研究課題
本研究では、旧来の反応拡散系研究では無視されていた分子構造あるいは形の問題に取り組み、形の変化する生体高分子の間での化学反応や情報伝達に対する理論を得ることを目的としている。新型コロナウイルス感染症の影響で渡航延期が続いたため、オンラインで連絡を取りつつ、日本側・英国側それぞれで、DNAの物性に関する数理モデル構築と分子動力学計算を用いた評価を進めてきた。本年度に入り再渡航が可能となったが、予定の大幅な再調整が必要となったため、まずは短期の渡航で、これまでの成果の論文執筆準備と今後の計画策定のための議論を集中的に行った。
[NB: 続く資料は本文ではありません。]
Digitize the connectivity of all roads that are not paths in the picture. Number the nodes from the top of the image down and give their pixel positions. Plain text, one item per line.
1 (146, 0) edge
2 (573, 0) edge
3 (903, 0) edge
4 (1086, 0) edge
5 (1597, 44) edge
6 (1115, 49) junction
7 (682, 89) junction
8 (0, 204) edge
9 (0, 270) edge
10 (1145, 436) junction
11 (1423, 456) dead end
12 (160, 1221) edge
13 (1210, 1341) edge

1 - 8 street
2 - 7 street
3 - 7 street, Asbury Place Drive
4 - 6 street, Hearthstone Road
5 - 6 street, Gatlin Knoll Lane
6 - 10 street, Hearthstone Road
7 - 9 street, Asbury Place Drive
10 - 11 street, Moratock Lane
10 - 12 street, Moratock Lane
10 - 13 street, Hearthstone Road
具体的には、周期境界条件下での高分子粗視化モデルの数理的考察を進めたほか、DNAの修飾による力学特性への影響などを分子動力学計算を用いて評価した。これらについて2報の論文を準備中である。加えて、日本側単独で研究を進めることが可能な関連項目として、前年度に引き続き、リボソーム内でのmRNA-tRNA間相互作用と翻訳開始機構との関係について分子動力学計算を用いた解析を進めた。特に、修飾塩基を含むmRNAとの相互作用を評価した。これについては、論文1報が出版され、新たに1報を準備中である。このテーマに関連する米国の実験グループを交えた3者間で、新たな国際共同研究プロジェクトの企画にも進展した。次回渡航(2023年4~5月)の際に、論文執筆と新たな数理モデルやシミュレーション手法の検討を進める予定である。
4: 遅れている
2020年3月以降に予定していた渡航が新型コロナウイルス感染症の影響により延期となり、再渡航が2022年9月まで遅れたため、研究の進捗に大幅な支障を来した。一方で、その間も海外共同研究者とオンラインで連絡を取りつつ日本国内で可能な研究を進めたこと、研究目的に沿った範囲で日本側単独で進めることができる研究内容を展開したことで、すでにいくつかの論文を出版するなど、一定の成果は得られている。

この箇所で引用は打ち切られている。